_Joint position lists_
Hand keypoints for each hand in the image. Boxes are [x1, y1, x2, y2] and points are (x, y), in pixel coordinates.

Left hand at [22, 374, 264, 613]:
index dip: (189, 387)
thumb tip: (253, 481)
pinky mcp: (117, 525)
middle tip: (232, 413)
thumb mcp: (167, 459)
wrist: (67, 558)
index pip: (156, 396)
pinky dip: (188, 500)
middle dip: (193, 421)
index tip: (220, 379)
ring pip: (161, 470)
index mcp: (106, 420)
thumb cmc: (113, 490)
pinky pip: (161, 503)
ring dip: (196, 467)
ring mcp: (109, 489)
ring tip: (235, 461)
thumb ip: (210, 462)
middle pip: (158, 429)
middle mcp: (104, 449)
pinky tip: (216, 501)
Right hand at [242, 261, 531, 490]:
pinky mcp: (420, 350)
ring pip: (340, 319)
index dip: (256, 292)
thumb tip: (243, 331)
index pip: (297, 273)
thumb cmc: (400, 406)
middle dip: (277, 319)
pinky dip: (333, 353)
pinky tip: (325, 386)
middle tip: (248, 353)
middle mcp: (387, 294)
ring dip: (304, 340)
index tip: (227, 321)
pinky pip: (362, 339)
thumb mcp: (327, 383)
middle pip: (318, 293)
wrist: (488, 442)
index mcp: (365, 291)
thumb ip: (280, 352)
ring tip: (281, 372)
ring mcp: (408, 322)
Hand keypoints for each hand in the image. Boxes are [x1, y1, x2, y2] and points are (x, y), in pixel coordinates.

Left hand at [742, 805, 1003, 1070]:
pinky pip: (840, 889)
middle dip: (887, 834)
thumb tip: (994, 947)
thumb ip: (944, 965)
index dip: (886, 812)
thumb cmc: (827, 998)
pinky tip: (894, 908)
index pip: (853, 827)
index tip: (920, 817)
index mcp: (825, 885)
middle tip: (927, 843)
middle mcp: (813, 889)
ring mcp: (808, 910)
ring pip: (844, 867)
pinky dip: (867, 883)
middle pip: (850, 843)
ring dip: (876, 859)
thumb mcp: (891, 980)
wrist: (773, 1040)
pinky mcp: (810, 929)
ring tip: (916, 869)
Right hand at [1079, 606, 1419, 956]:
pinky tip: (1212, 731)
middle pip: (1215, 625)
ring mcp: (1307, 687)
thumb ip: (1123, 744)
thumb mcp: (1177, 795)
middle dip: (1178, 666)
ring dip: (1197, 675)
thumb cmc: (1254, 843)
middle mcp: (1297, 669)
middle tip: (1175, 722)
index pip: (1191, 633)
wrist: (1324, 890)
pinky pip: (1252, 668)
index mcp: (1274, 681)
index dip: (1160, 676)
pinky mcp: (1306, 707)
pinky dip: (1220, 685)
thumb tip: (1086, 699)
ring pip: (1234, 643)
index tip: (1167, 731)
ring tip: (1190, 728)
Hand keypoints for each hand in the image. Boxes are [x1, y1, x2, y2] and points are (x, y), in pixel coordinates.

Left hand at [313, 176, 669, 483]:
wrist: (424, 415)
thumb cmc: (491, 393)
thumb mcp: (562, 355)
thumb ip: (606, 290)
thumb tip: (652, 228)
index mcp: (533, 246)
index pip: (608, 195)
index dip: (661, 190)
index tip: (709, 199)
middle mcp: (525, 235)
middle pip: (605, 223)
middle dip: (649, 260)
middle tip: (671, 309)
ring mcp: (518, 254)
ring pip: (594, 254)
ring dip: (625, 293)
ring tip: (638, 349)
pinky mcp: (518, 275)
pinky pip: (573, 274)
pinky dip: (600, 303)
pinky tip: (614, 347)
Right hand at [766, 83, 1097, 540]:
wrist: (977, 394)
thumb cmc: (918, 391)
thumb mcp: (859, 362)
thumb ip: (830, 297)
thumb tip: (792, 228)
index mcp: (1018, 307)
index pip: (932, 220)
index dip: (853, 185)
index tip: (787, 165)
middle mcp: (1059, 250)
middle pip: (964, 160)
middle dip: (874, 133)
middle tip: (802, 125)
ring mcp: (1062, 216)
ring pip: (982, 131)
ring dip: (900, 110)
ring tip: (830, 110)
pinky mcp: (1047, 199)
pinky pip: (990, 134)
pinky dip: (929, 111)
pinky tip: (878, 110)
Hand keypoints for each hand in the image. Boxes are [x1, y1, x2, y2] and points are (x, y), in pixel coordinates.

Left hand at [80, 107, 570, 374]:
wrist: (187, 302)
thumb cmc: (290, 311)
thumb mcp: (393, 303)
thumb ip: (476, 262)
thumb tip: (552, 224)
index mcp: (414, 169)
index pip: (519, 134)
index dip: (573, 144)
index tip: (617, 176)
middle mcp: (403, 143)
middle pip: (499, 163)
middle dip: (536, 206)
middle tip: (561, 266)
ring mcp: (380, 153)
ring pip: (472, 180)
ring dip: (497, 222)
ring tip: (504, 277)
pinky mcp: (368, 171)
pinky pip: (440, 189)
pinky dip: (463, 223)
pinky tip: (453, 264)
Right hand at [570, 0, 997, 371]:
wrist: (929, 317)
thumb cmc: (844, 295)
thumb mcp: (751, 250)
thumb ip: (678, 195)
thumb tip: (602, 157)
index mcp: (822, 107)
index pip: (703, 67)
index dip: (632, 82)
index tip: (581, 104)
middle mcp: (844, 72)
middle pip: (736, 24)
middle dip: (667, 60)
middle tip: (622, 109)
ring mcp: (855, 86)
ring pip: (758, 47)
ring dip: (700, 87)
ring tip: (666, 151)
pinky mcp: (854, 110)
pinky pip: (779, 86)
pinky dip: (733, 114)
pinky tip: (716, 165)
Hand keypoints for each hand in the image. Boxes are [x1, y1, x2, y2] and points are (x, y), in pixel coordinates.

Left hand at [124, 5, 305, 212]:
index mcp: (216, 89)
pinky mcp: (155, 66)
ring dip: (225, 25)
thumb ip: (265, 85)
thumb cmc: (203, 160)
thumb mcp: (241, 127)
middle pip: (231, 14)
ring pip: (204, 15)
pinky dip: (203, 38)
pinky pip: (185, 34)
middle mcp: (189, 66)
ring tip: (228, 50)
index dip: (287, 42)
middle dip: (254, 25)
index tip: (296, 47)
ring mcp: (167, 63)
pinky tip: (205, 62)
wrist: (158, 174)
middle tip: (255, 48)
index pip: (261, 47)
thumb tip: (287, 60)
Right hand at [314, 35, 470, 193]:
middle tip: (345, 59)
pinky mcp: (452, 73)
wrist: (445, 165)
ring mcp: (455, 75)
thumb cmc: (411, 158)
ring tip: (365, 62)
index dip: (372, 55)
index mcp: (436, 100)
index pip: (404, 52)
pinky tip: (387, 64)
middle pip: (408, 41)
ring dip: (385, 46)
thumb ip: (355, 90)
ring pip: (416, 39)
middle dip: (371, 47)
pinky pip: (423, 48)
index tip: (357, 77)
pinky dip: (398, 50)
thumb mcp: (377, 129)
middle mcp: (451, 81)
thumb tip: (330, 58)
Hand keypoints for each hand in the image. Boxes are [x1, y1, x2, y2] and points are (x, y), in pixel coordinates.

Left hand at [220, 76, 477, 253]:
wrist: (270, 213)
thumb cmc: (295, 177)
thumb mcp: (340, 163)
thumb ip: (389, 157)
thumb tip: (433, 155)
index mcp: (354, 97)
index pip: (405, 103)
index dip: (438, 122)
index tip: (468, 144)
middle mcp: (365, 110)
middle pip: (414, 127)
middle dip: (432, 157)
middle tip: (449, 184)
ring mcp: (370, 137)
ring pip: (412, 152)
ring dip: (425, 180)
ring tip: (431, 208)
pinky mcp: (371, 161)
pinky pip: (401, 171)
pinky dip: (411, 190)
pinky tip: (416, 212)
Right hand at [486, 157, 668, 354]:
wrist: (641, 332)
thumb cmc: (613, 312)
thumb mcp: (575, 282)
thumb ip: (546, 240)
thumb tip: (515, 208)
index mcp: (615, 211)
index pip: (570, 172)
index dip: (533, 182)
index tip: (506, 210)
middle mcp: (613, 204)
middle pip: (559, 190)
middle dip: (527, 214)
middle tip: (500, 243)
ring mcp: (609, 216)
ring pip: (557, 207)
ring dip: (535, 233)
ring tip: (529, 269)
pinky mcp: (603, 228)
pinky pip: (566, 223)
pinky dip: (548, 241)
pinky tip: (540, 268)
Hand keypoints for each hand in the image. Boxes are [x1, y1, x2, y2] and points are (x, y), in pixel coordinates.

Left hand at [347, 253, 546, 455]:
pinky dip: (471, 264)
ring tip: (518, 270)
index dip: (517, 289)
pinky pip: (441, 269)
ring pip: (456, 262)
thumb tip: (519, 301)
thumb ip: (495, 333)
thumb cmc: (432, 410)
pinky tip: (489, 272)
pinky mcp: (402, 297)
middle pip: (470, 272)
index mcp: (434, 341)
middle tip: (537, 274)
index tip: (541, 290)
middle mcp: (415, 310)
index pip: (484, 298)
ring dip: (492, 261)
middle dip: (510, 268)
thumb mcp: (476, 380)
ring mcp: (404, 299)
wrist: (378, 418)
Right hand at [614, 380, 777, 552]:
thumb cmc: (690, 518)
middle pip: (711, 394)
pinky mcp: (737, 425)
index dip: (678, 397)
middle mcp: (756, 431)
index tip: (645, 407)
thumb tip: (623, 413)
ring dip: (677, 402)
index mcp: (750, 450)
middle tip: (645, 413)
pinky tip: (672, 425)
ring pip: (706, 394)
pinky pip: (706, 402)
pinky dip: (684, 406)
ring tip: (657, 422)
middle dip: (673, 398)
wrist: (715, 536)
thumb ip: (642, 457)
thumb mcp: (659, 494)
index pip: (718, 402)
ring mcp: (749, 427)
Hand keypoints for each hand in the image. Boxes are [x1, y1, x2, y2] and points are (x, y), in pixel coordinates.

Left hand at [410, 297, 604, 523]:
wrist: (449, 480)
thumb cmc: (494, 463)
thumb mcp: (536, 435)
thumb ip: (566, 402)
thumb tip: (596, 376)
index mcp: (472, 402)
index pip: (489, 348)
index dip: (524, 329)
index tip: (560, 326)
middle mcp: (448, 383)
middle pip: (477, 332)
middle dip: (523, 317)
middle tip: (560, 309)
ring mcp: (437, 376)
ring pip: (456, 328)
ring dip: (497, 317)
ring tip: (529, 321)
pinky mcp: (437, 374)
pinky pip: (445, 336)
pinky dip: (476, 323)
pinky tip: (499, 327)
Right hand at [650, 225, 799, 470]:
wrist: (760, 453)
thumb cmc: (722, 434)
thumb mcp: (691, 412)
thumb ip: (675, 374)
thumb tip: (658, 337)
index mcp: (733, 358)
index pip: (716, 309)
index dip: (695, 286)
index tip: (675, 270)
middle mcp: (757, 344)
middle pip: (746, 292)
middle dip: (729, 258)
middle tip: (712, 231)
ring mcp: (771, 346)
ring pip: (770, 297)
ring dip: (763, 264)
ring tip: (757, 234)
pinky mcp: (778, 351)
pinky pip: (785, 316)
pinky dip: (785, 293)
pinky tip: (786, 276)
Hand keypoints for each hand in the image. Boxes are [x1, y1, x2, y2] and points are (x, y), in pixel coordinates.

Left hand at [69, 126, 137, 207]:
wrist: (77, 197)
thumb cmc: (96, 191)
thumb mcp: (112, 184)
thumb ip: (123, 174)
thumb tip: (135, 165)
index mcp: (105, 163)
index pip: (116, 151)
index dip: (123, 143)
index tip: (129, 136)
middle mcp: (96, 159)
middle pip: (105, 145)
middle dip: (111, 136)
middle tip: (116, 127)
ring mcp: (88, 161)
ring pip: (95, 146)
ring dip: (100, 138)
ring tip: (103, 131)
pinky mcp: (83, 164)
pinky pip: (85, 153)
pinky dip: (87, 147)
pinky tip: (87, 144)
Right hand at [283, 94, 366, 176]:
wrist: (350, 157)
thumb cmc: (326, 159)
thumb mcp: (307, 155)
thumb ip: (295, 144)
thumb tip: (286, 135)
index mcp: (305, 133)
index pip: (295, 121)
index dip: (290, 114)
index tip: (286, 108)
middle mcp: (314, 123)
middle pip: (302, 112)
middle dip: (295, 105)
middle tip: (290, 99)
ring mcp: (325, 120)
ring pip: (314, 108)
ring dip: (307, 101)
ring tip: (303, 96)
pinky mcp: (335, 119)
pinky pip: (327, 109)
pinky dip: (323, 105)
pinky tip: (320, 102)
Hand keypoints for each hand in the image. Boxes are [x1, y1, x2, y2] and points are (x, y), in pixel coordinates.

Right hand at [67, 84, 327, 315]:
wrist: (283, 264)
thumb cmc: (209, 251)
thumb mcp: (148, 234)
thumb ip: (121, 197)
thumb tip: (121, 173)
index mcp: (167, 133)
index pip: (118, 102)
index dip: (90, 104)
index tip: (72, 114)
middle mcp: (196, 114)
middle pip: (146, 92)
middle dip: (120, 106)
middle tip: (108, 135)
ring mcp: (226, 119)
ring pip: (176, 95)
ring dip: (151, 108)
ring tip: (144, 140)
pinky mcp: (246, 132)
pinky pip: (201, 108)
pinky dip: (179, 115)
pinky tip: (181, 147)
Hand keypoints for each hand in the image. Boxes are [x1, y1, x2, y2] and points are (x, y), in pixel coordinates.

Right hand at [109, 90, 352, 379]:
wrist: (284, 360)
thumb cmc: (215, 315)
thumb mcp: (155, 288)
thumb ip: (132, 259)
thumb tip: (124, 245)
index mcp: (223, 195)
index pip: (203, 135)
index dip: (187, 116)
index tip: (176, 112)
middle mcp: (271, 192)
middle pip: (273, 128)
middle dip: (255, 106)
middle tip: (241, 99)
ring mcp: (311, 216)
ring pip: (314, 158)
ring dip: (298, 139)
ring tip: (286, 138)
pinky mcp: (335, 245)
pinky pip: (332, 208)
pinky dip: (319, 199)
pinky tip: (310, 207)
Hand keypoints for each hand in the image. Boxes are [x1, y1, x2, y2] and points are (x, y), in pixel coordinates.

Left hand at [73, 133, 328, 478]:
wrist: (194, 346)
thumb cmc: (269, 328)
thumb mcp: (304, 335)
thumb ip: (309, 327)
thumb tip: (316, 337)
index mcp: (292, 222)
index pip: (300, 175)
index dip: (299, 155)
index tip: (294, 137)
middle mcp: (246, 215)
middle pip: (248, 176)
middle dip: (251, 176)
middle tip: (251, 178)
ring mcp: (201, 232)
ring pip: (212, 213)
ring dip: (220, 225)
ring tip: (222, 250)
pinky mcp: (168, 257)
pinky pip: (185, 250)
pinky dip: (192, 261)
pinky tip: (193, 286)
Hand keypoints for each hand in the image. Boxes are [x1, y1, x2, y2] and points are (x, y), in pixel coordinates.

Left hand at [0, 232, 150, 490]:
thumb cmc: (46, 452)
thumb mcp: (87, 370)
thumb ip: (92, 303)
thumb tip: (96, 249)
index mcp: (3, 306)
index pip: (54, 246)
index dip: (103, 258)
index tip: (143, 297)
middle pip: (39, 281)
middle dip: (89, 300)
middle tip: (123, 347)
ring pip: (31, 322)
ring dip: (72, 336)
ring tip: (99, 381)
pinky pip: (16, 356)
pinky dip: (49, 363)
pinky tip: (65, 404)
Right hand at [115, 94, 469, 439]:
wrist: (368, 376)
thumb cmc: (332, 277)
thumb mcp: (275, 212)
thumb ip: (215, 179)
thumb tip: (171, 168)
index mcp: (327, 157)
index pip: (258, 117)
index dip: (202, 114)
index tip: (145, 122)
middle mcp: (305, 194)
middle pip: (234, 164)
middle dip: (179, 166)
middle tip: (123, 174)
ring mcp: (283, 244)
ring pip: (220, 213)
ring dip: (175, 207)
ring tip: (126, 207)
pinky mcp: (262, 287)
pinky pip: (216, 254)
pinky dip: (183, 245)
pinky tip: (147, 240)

_Assignment_
In the data above, retype exactly and only the lines between the one holding "index tip: (787, 165)" and the one holding "thumb cmc: (203, 160)", inclusive.

_Final answer_
index tip: (787, 165)
middle mcp: (1059, 250)
middle pip: (964, 160)
middle dip: (874, 133)
middle tip: (802, 125)
ring mcp: (1062, 216)
ring pip: (982, 131)
ring dip: (900, 110)
ring tip: (830, 110)
pinky mcp: (1047, 199)
pinky pip: (990, 134)
pinky dip: (929, 111)
pinky tip: (878, 110)
Hand keypoints for each hand in the image. Boxes are [x1, y1, x2, y2] and points are (x, y), in pixel coordinates.

Left hand at [80, 107, 570, 374]:
wrist: (187, 302)
thumb cmc: (290, 311)
thumb mcp: (393, 303)
thumb ip: (476, 262)
thumb tip: (552, 224)
index mcp: (414, 169)
index pip: (519, 134)
index dip: (573, 144)
index tip: (617, 176)
middle mcp: (403, 143)
middle pip: (499, 163)
middle dip: (536, 206)
middle tip: (561, 266)
ring mcp: (380, 153)
ring pip: (472, 180)
ring dip: (497, 222)
ring tip: (504, 277)
pinky mcp: (368, 171)
pinky pip: (440, 189)
pinky dip: (463, 223)
pinky tip: (453, 264)
Right hand at [570, 0, 997, 371]:
wrist: (929, 317)
thumb cmc: (844, 295)
thumb mcp: (751, 250)
thumb ip: (678, 195)
thumb tip: (602, 157)
index mcp: (822, 107)
index pip: (703, 67)
index dip: (632, 82)
index tip: (581, 104)
middle mcp: (844, 72)
middle pip: (736, 24)
middle dip: (667, 60)
middle tip: (622, 109)
ring mcp: (855, 86)
ring pip: (758, 47)
ring dip: (700, 87)
ring tip: (666, 151)
pinky mcp: (854, 110)
pinky pip: (779, 86)
pinky dip: (733, 114)
pinky tip: (716, 165)
Hand keypoints for each hand in the image. Boxes are [x1, y1, x2, y2] and points are (x, y), in pixel coordinates.

Left hand at [124, 5, 305, 212]:
index mcp: (216, 89)
pinky mcp: (155, 66)
ring dip: (225, 25)
thumb ip: (265, 85)
thumb cmc: (203, 160)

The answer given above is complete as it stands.